Markets. Farmers need access to markets to earn their fair share of the profits. Good markets, in turn, provide food security for the population and facilitate Africa’s agricultural self-sufficiency. They are at the center of an agricultural ecosystem that forms the basis of sector development.Making markets work is a supply chain infrastructure and information issue. Governments and private investors need to ensure that sufficient roads, warehouses, processing facilities, and other infrastructure are in place to get products to increasingly urbanizing markets. Farmers need access to information to deliver products to the markets that offer the best price advantages.
At the regional and country levels, government and market actors need to create the markets that allow the trade of homegrown products. These initiatives in general cut across the wide spectrum of crops and products produced.
Markets are often developed at country level, but a pan-African strategy would include the best practice sharing and public-private partnership support we highlighted for the farmer level. Additionally for markets, enhancing inter-African cross-border trade would help facilitate the enablers that remove trade barriers and inefficiencies between countries and free up the traffic of agricultural produce across Africa.
Clusters (macro). With agricultural ecosystems in place in this final, macro level of transformation, Africa can become a major agricultural player globally, facilitating the export of its products outside of Africa. Cluster-specific initiatives are typically based on product availability and production competence. Better supply, from farmers who have learned about and invested in improving their yields and product quality, helps build a stronger market.

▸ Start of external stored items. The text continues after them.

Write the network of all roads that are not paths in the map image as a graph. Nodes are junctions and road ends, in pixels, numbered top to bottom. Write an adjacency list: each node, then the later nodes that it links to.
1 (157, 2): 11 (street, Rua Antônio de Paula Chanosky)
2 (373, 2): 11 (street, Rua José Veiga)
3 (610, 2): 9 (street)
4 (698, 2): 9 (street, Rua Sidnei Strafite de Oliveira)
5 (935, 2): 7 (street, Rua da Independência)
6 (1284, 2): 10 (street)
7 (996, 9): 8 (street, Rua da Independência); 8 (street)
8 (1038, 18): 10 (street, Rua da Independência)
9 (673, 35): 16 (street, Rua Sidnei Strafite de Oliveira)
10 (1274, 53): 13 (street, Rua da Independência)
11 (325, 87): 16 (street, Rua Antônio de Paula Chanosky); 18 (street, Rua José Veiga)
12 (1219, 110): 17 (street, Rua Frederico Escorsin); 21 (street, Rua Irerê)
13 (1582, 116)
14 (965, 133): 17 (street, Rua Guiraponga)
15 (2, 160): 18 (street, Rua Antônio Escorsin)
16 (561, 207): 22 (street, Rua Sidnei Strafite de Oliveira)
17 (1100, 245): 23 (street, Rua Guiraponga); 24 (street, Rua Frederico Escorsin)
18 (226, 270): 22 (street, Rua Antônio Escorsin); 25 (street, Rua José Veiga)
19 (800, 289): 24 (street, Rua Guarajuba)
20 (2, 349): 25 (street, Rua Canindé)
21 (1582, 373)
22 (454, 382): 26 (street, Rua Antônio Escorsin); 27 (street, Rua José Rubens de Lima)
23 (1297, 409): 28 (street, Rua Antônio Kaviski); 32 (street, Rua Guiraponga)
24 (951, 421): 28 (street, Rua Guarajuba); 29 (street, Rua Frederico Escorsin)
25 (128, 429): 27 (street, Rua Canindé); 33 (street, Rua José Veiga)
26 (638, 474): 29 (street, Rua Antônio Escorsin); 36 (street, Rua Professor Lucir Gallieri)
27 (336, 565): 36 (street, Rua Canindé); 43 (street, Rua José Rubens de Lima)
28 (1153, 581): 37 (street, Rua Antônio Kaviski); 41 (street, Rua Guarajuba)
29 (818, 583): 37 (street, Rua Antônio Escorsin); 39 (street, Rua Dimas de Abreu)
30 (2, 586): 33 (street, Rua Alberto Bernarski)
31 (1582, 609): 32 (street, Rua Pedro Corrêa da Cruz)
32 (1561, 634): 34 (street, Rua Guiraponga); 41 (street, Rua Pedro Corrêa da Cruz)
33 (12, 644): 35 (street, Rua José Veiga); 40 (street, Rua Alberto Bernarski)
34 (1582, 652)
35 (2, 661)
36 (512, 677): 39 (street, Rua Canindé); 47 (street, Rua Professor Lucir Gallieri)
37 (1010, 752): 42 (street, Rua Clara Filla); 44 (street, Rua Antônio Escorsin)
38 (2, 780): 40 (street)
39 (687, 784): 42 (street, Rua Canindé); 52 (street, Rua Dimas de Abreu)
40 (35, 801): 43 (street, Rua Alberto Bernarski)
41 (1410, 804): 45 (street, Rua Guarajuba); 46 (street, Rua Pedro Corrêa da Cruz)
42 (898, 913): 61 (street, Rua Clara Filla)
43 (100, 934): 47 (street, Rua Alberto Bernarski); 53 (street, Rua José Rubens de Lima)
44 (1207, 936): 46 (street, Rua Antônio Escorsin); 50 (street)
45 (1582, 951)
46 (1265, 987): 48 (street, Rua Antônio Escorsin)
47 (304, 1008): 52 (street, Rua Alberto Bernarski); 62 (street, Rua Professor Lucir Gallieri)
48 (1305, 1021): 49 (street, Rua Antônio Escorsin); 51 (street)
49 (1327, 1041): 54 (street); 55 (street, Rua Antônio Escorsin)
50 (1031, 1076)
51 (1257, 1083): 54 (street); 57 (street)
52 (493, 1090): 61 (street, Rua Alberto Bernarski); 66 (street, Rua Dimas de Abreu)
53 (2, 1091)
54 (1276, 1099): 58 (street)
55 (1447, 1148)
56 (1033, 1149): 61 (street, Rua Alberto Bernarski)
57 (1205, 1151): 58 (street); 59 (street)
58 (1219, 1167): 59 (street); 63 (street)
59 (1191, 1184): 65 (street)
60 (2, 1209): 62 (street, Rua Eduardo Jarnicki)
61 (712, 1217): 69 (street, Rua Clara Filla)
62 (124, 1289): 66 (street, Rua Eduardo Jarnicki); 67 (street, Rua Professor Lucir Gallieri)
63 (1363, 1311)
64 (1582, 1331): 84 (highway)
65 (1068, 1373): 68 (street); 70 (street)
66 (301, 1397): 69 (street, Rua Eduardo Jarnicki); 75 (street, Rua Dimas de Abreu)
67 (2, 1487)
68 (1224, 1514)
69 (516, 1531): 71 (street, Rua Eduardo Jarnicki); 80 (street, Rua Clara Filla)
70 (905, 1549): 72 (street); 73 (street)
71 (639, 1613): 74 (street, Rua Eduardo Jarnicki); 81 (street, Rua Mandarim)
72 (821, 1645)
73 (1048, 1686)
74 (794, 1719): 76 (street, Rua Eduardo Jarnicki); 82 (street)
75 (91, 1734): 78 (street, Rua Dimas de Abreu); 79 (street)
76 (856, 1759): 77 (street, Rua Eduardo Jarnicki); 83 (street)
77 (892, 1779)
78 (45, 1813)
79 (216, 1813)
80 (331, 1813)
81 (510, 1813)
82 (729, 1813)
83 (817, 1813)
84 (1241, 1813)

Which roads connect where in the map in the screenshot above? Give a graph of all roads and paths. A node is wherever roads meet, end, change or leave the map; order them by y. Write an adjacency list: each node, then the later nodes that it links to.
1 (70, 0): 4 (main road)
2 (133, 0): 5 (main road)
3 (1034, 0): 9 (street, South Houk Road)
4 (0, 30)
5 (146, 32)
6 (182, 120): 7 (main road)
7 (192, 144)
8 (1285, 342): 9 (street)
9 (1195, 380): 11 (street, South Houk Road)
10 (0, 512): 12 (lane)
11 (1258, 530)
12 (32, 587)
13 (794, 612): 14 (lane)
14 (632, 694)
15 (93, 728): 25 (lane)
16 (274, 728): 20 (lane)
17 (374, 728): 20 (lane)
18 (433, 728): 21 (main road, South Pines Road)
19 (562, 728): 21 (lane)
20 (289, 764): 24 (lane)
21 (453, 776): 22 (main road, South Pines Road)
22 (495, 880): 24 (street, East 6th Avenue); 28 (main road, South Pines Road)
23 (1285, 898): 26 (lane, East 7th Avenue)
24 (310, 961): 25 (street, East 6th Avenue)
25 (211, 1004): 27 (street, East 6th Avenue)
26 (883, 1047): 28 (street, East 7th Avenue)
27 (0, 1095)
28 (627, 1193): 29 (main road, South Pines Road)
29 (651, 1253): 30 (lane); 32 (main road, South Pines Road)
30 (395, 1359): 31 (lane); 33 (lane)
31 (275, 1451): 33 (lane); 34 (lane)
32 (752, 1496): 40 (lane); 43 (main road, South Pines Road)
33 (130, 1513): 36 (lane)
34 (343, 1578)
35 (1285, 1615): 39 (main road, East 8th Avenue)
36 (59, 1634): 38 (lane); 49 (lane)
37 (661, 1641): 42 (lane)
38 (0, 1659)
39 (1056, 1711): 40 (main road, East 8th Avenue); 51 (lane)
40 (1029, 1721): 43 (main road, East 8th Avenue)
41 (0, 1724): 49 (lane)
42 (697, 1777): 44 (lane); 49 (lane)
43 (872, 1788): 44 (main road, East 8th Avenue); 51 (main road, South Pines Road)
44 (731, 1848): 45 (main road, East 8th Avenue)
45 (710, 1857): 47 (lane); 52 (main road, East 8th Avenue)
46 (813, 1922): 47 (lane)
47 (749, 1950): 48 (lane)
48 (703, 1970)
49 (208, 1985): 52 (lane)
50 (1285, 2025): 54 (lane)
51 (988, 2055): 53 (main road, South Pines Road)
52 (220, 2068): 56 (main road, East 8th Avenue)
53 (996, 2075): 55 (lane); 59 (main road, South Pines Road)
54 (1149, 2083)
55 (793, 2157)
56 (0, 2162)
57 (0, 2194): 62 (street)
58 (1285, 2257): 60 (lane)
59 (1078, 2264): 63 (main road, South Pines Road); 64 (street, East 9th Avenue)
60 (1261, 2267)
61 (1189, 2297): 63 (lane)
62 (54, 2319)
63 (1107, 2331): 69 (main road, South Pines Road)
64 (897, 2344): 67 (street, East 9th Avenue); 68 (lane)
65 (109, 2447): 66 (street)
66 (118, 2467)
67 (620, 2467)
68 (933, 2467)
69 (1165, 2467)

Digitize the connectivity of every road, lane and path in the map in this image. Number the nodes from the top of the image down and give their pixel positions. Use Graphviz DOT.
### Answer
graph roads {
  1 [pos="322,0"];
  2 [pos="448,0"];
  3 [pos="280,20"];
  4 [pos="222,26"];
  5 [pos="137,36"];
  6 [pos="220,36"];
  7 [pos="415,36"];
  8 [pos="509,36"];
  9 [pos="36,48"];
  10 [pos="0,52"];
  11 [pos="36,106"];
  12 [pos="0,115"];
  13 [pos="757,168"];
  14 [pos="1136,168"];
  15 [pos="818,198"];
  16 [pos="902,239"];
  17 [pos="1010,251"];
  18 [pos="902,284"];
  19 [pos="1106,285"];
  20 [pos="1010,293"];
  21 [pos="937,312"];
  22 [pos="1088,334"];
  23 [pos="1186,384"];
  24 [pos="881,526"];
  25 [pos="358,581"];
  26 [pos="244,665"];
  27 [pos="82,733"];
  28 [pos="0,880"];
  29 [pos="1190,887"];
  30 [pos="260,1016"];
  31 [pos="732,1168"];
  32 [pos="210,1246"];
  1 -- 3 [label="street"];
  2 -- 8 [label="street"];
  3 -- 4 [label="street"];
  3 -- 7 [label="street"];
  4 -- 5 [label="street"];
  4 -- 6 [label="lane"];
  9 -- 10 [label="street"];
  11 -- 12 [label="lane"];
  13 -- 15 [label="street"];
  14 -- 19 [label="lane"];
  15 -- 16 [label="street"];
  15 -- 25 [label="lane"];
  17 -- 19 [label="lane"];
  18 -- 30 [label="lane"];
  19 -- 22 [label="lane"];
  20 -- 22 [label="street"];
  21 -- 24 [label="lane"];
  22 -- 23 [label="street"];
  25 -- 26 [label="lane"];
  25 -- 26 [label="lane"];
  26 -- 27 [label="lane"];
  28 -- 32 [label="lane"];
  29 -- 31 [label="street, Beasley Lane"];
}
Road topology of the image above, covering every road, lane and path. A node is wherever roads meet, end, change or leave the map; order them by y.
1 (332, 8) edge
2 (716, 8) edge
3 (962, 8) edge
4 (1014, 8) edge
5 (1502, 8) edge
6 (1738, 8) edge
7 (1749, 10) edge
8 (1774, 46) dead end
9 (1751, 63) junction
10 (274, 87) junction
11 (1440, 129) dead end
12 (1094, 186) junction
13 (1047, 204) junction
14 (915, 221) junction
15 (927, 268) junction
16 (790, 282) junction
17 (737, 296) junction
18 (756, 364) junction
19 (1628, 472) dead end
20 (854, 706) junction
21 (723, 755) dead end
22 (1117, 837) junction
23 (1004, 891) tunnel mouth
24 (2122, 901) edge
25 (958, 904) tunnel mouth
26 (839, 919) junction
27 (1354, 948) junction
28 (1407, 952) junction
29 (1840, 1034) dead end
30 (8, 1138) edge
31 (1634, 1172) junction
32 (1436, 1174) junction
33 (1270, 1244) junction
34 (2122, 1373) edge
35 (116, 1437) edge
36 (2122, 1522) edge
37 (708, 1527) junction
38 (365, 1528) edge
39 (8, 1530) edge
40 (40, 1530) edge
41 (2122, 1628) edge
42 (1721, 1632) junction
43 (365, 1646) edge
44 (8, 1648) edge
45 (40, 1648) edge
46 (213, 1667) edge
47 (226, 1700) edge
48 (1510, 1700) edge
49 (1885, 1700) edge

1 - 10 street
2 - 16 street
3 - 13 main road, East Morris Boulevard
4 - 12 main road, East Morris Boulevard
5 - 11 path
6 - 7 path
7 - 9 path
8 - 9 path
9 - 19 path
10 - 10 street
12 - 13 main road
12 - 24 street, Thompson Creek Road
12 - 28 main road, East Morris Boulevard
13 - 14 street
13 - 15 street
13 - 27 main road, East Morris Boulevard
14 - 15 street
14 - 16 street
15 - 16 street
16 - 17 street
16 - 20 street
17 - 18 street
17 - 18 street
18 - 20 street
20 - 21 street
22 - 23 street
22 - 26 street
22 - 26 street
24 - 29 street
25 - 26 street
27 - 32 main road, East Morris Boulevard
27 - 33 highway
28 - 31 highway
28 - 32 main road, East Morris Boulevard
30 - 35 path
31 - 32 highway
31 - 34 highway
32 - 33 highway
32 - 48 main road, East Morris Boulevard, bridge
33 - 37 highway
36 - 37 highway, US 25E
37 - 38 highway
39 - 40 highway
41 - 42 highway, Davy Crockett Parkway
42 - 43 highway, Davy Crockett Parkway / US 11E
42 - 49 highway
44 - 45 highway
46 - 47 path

Dairy exports from New Zealand are one successful example of the development of a world-class ecosystem. Years ago, the New Zealand Dairy Board created a platform for best-practice sharing among its members to improve productivity and product quality and actively created export markets for excess products. Some of the Dairy Board’s activities became part of a new cooperative called Fonterra—now one of the leading global milk processors and dairy exporters, with roughly 22 billion liters of milk produced annually. Fonterra also produces more than 2 million tons of dairy ingredients, specialty ingredients, and consumer products annually—95 percent of which are exported. This allows New Zealand to punch above its weight in the global dairy market.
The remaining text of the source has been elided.